Tax Breaks and Incentives for Small Business Set to Expire

Tax Breaks and Incentives for Small Business Set to Expire

by C. Yoder, November 2010

Small businesses will benefit from the Small Business Jobs Act of 2010, which was signed into law on September 27, 2010 after months of wrangling among lawmakers. The law includes tax cuts, financing incentives, retirement options and loan programs.

“This bill is the just the first step in putting small businesses at the forefront of our economic recovery,” said U.S. Senator Mary L. Landrieu, D-La., who heads the committee on small business and entrepreneurship, which assembled the package of assistance.

However, some of the tax cuts and incentives are set to expire by year's end, so be sure to take advantage of them while you still can.

Why Small Business?

Policymakers, economists and politicians agree that small business is the engine of the American economy, and its health is essential to a robust recovery.

According to government studies, small business is at the heart of the nation's employment; 27 million small businesses pay 44% of the total American payroll and generated 65% of the new jobs created over the last 17 months.
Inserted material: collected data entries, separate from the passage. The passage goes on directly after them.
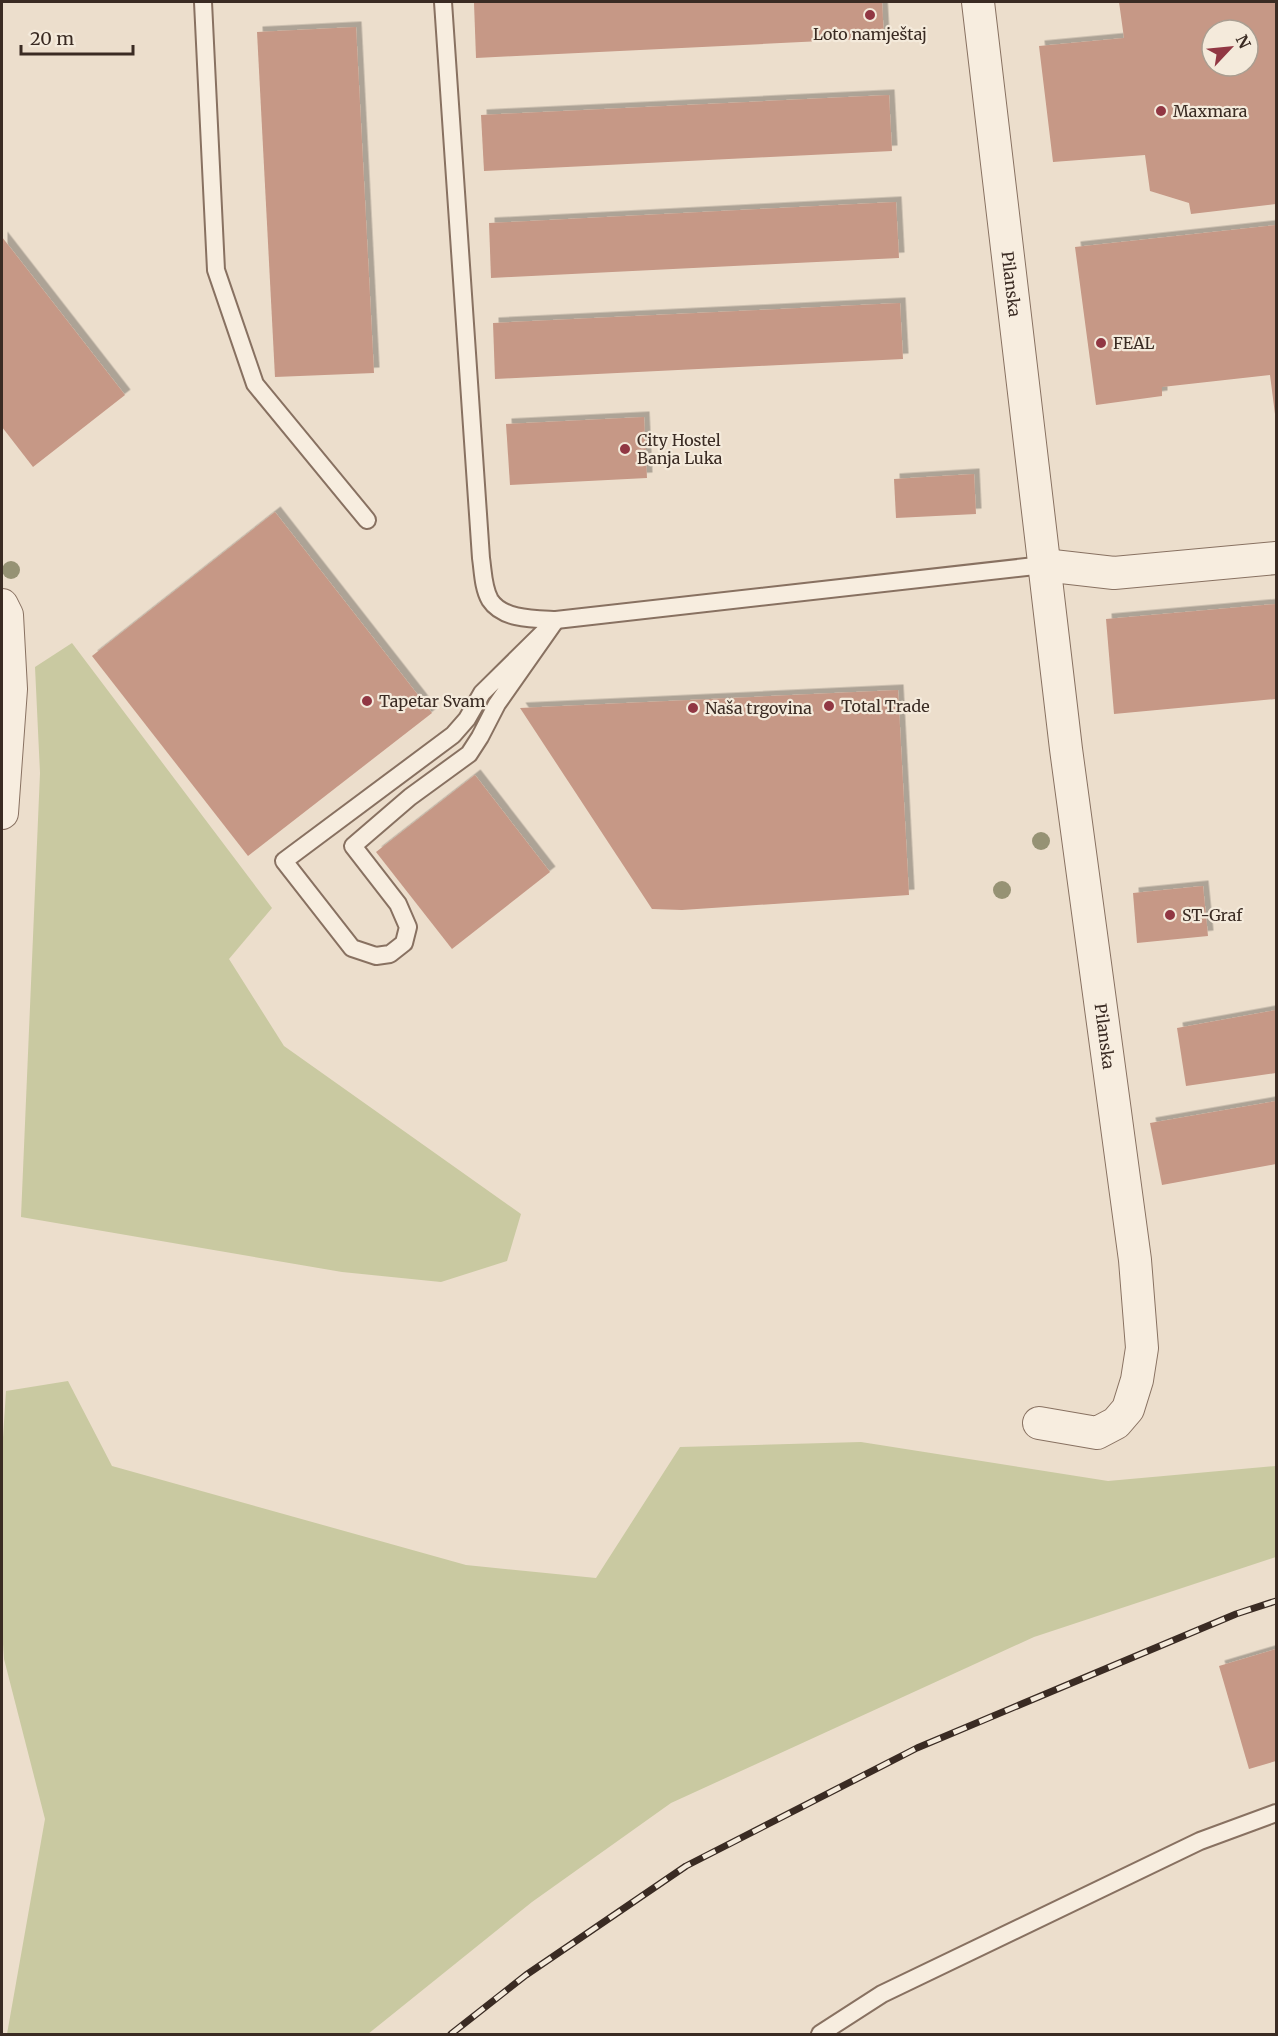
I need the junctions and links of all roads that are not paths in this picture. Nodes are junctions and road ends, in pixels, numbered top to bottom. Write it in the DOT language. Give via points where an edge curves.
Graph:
graph roads {
  1 [pos="203,2"];
  2 [pos="443,2"];
  3 [pos="978,2"];
  4 [pos="367,520"];
  5 [pos="1276,558"];
  6 [pos="1044,565"];
  7 [pos="2,605"];
  8 [pos="556,620"];
  9 [pos="2,813"];
  10 [pos="1039,1423"];
  11 [pos="1276,1813"];
  12 [pos="820,2034"];
  1 -- 4 [label="lane" via="216,270 255,384"];
  2 -- 8 [label="lane" via="484,582 490,600 501,610 524,618"];
  3 -- 6 [label="street, Pilanska"];
  5 -- 6 [label="street" via="1114,573"];
  6 -- 8 [label="lane"];
  6 -- 10 [label="street, Pilanska" via="1135,1260 1142,1348 1128,1409 1116,1423 1097,1433"];
  7 -- 9 [label="street" via="7,615 11,689"];
  8 -- 8 [label="lane" via="482,693 453,735 284,861 352,948 376,956 390,954 404,943 408,927 399,904 353,846 469,753 497,704"];
  11 -- 12 [label="lane" via="1200,1841 893,1989"];
}
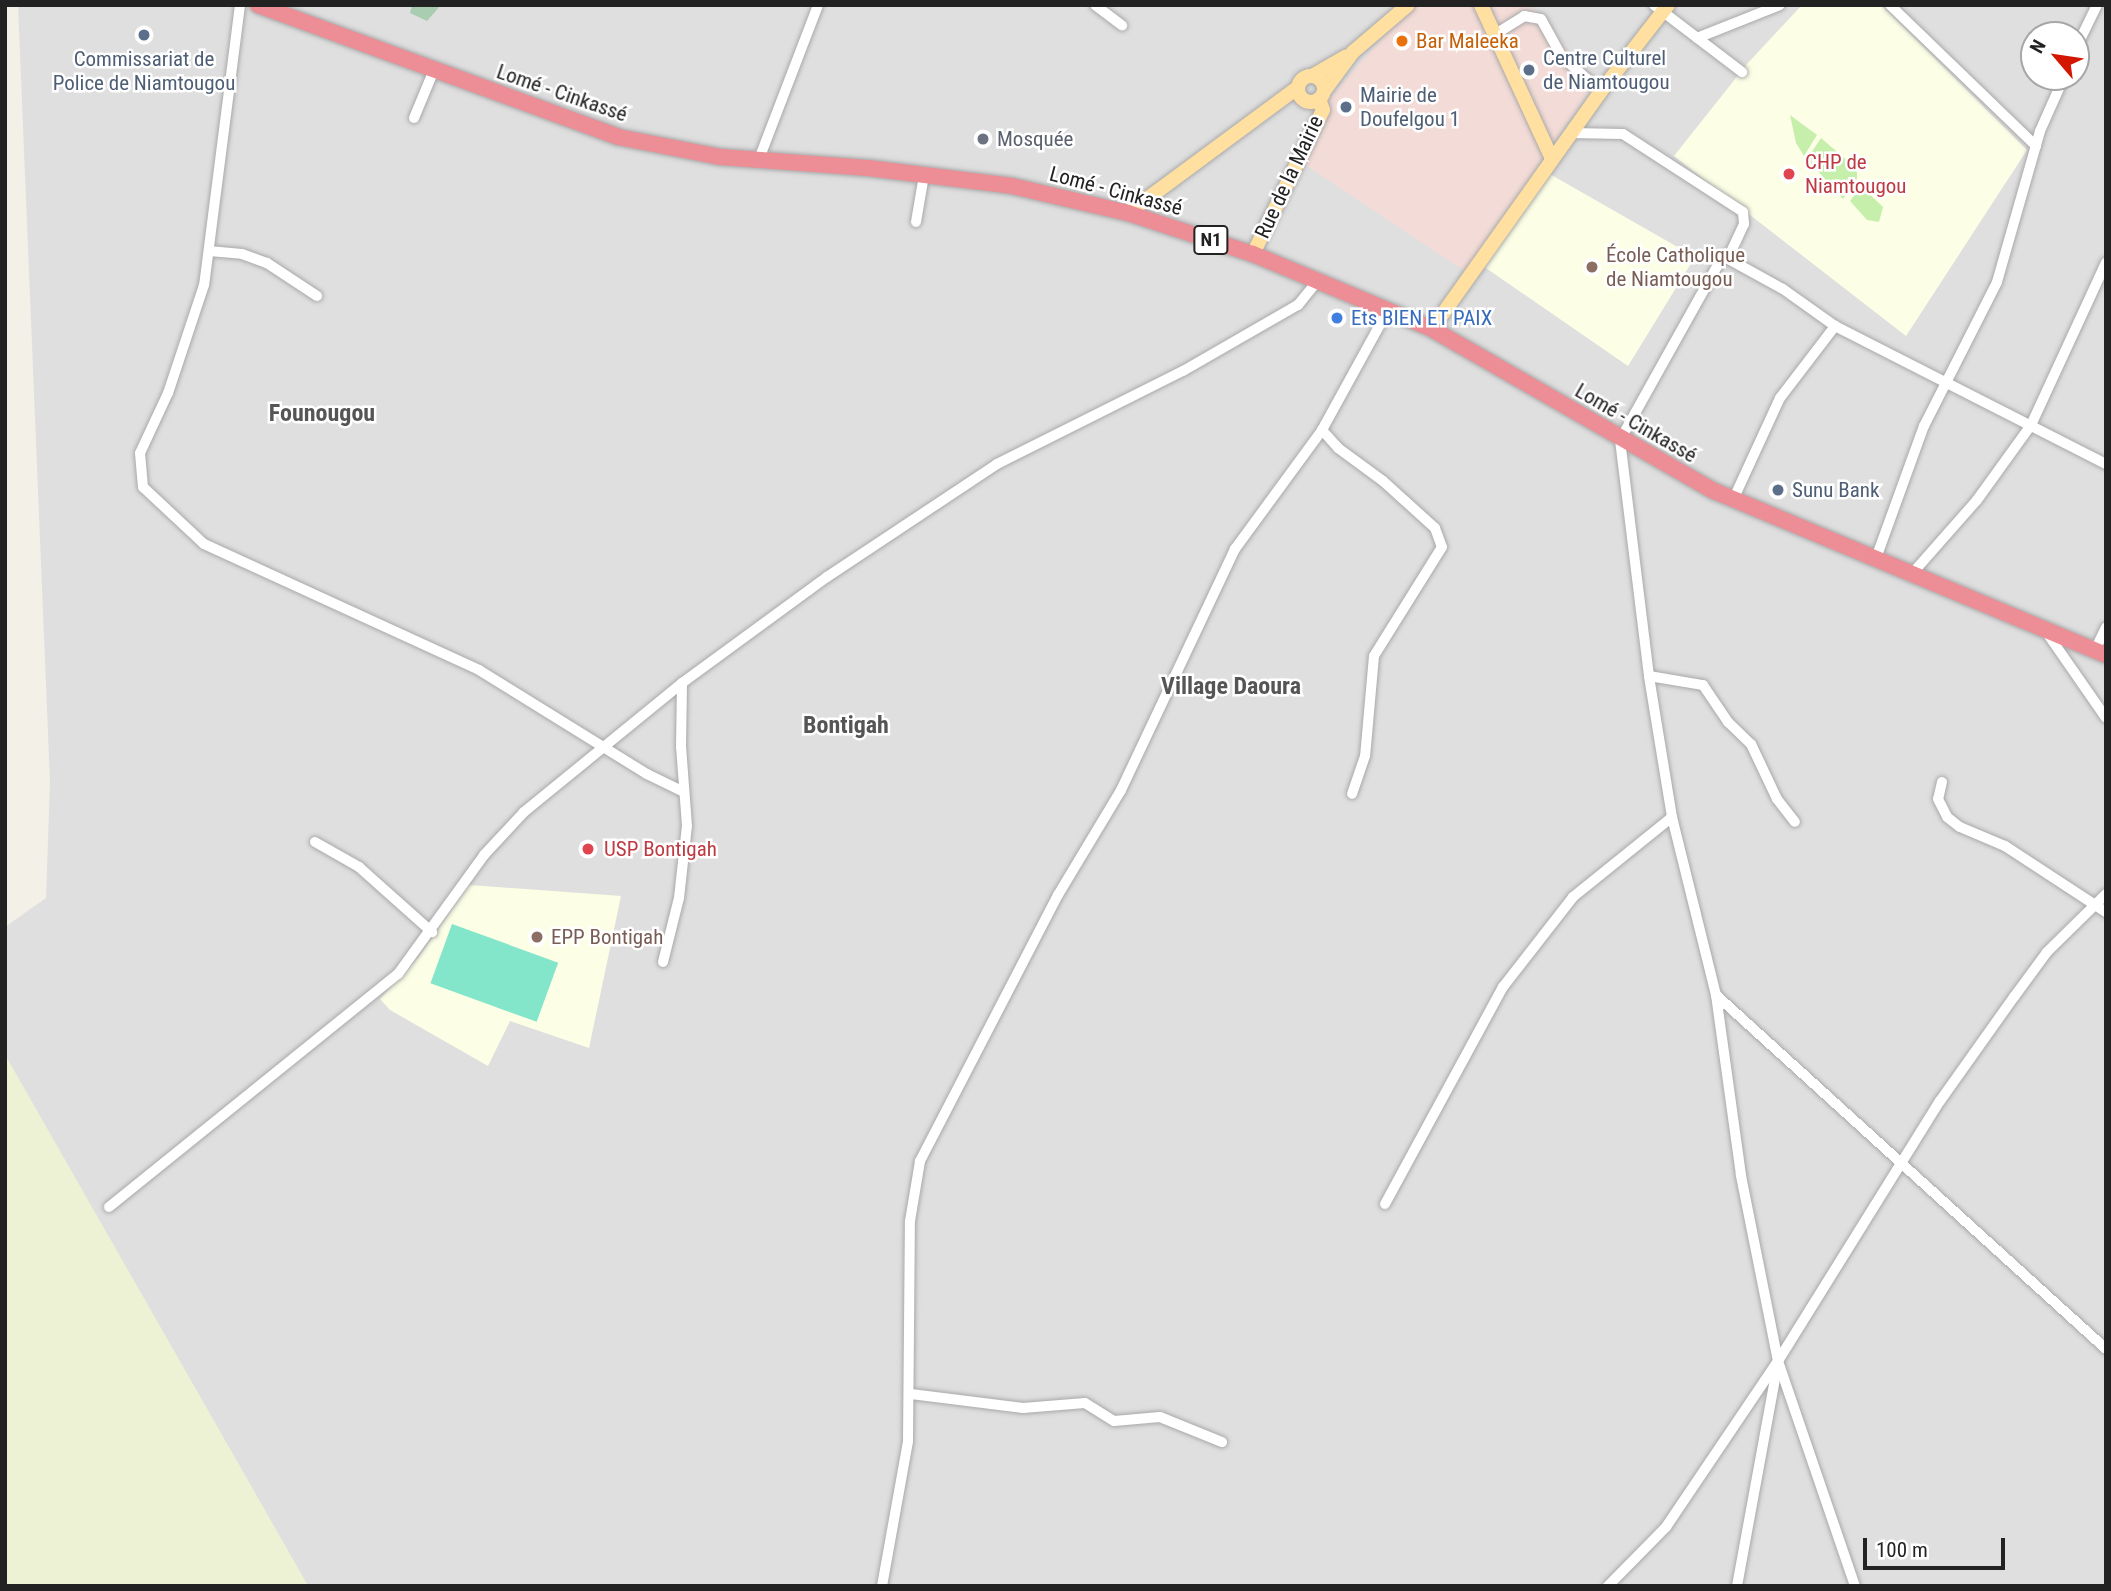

The package addresses several issues as outlined below:

1. Tax breaks for small businesses – deductibles, expenses and depreciation

  • A tax break on the cost of new equipment has been doubled to cover investments of up to $500,000 (it had been scheduled to drop to $25,000 next year). 
  • The ability to write off expenses now applies to leasehold and restaurant improvements, as well as off-the-shelf computer software.
  • "Bonus” depreciation, which allows a small business to claim 50% of an asset's basis the first year it is placed in service, has been extended through the end of 2010; the measure provides an additional $8,000 write off for the purchase of cars, trucks and vans—over and above normal depreciation.
  • Business start-up costs are now deductible, including market surveys, advertising, wages paid for training, travel costs and fees for professional services.
  • Annoying record-keeping needed for special tax treatment, including proof that cell phone use exceeds 50%, has been eliminated.

2. Incentives for small business – employee health care benefits and retirement savings

  • For 2010, health insurance premiums are deductible for self-employment tax purposes.
  • New options are provided for workers saving for retirement. Now, workers involved in employer retirement plans can transfer money to a Roth IRA account with no penalty, and conversion to annuities has been made simpler.

Despite these incentives, small business still faces uncertainty over the impact of the national health care plan, which is being phased in over the next several years. Additionally, debate is already raging over whether small business owners will be affected by the planned end to Bush-era tax cuts, which mean big tax increases for the estimated 3% of the population earning over $200,000.

3. Access to financing

Small business continues to feel the squeeze of the credit crunch. According to a new study by the Federal Reserve Bank of New York, nearly 60% of the small businesses surveyed said they applied for credit during the first half of 2010, but only half were successful. Nearly two-thirds of companies seeking new business lines of credit—the most sought after form of financing—were rejected. The legislative package includes the following measures of relief:

  • A $30 billion fund that has been made available to small community banks for small business funding. Regional banks with lower assets are now positioned to help businesses which may have been turned down by larger banks.
  • The Small Business Administration's core loan programs were extended. The standard SBA 7a loan has been increased from a maximum of $2 million to $5 million. Through the end of the year, the government guarantee has been hiked to 90% of principal, and fees paid to the federal government for such loans have been eliminated (from about 3% of the guaranteed portion of the loan.)

4. Incentives to invest in small business

The new law makes it more profitable to invest in the stock of small business, which is now defined as an enterprise with less than $5 million in net income and under $15 million in assets.

  • Investors buying qualified stock before Jan. 1, 2011 who hold it for 5 years will not pay any capital gains on the sale of the stock. This is designed to encourage individual investors, angel investors and venture capital firms.

A Global Perspective

Assistance from the Small Business Jobs Act can't come soon enough. Recent studies have pointed to an erosion of the United States' status as the global leader in entrepreneurship. A recent SBA study noted a slowdown in entrepreneurial activities in the U.S., but indicated that it may be due to progress from the rest of the world, who has looked to the U.S. model as an example and begun to catch up.

“The United States has long been an example for the rest of the world in terms of its capacity for innovation, creation of knowledge, and growth,” and those traits keep American at the very top of global entrepreneurship. The Small Business Jobs Act of 2010 aims to secure the United States' position as a global leader.